Swiss politician (1937–2014)

Heidi Deneys (née Oppliger; 25 May 1937 – 21 November 2014) was a Swiss socialist politician who served as a National Councillor from Neuchâtel and became the first woman to preside over a cantonal party in Switzerland when she led the Socialist Party of Neuchâtel from 1972 to 1976.

== Early life and education ==
Heidi Oppliger was born on 25 May 1937 in Saint-Imier to Paul Oppliger, a farmer, and Louise Tanner, who worked as both a farmer and seamstress. She completed her primary education at Mont-Soleil and Saint-Imier before pursuing commercial studies, obtaining her commercial maturité in Neuchâtel in 1957. She continued her higher education at the University of Neuchâtel, earning a degree in social sciences in 1959.

== Teaching career ==
After completing her university studies, Deneys began her teaching career at the secondary school in Saint-Imier from 1960 to 1961. Following the Bizerte Crisis of summer 1961, which opposed France and Tunisia, she moved to North Africa where francophone non-French teachers were particularly sought after. She taught in Tunisia and Niger from 1961 to 1964. During her time in Tunisia, she met Walter Deneys, a Belgian teacher, whom she married in 1965. The couple had two children but divorced in 1967.

In 1965, Deneys returned to Switzerland and became a professor of geography and civic education at the secondary school in La Chaux-de-Fonds, where she remained for the rest of her teaching career.

== Political career ==

=== Early political involvement ===
Deneys was introduced to women's rights issues during her adolescence by her mother. In 1959, she joined the Neuchâtel movement of the Nouvelle gauche socialiste (New Socialist Left), which aimed to achieve "socialist democracy." This movement had a relatively short existence from 1958 to 1963, and through it she worked alongside René Meylan, Raymond Spyra, and Pierre Dubois.

=== Cantonal politics ===
Deneys became a member of the Socialist Party (PS) of Neuchâtel in 1969 and served as its president from 1972 to 1976, making her the first woman to lead a cantonal party in Switzerland. She served on the La Chaux-de-Fonds General Council from 1972 to 1976 and again from 1988 to 1990. At the cantonal level, she was elected to the Grand Council of Neuchâtel for two separate terms: 1973-1981 and 1989-2001.

=== Federal politics ===
Deneys was elected to the National Council in 1977, representing the Canton of Neuchâtel, and served until 1987. During her tenure in the Federal Parliament, she served on several important committees including military affairs, petitions, science and research, and marriage law revision. She served as president of both the public health and environment committee and the management committee.

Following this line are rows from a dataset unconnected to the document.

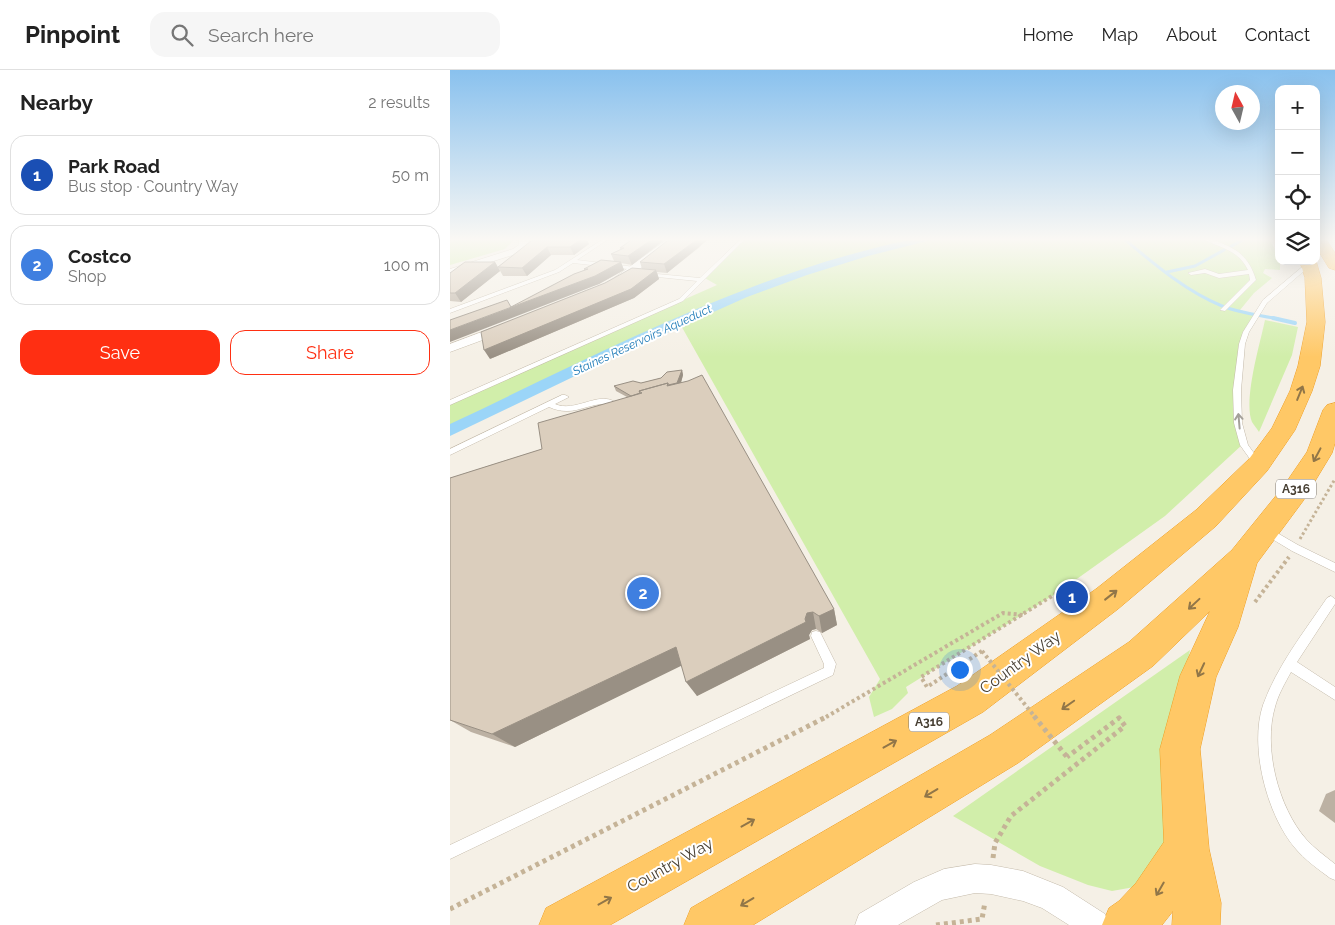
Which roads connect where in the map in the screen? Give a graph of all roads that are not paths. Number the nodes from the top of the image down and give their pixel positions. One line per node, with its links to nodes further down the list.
1 (539, 278): 12 (lane)
2 (621, 278): 9 (street)
3 (684, 278): 8 (lane)
4 (702, 278): 8 (lane)
5 (1252, 278): 10 (lane)
6 (1295, 278): 21 (lane, one-way to 6)
7 (1313, 278): 21 (highway, Country Way / A316, one-way to 7)
8 (700, 280): 16 (lane)
9 (604, 288)
10 (1228, 304): 11 (lane)
11 (1223, 310)
12 (450, 311)
13 (514, 324): 14 (street)
14 (450, 348)
15 (566, 398): 17 (lane)
16 (450, 403)
17 (548, 404): 19 (lane); 20 (lane)
18 (1335, 410): 22 (highway, A316, one-way to 22)
19 (625, 412)
20 (450, 452)
21 (1258, 465): 34 (highway, Country Way / A316, one-way to 21)
22 (1266, 530): 23 (highway, A316); 24 (lane)
23 (1243, 559): 29 (highway, one-way to 29); 35 (highway, A316, one-way to 35)
24 (1335, 568)
25 (1331, 601): 27 (lane)
26 (816, 636): 30 (lane)
27 (1289, 664): 28 (lane); 31 (lane)
28 (1335, 694)
29 (1187, 849): 32 (highway); 33 (highway, one-way to 33)
30 (450, 852)
31 (1335, 873)
32 (1201, 915)
33 (1097, 923): 36 (street)
34 (563, 925)
35 (708, 925)
36 (870, 925)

Her political priorities included advocating for the establishment of civilian service and reducing military spending, supporting scientific research funding, promoting gender equality, and defending abortion rights. She also focused on economic policy issues, particularly supporting innovation for small and medium enterprises, and regional economic development, especially defending marginalized regions.

=== National party roles ===
At the national level, Deneys worked closely with prominent Socialist Party leaders. She served as vice-president of the party from 1986 to 1990 under Helmut Hubacher, and later as the party's central secretary for French-speaking Switzerland from 1990 to 1997 under Peter Bodenmann.

== Other activities ==
Beyond her political career, Deneys was involved in various professional and social organizations. She served as a member of the federal expert commission on human genetics, alongside Eva Segmüller and Lili Nabholz-Haidegger, and chaired the board of directors of the Perreux cantonal psychiatric hospital.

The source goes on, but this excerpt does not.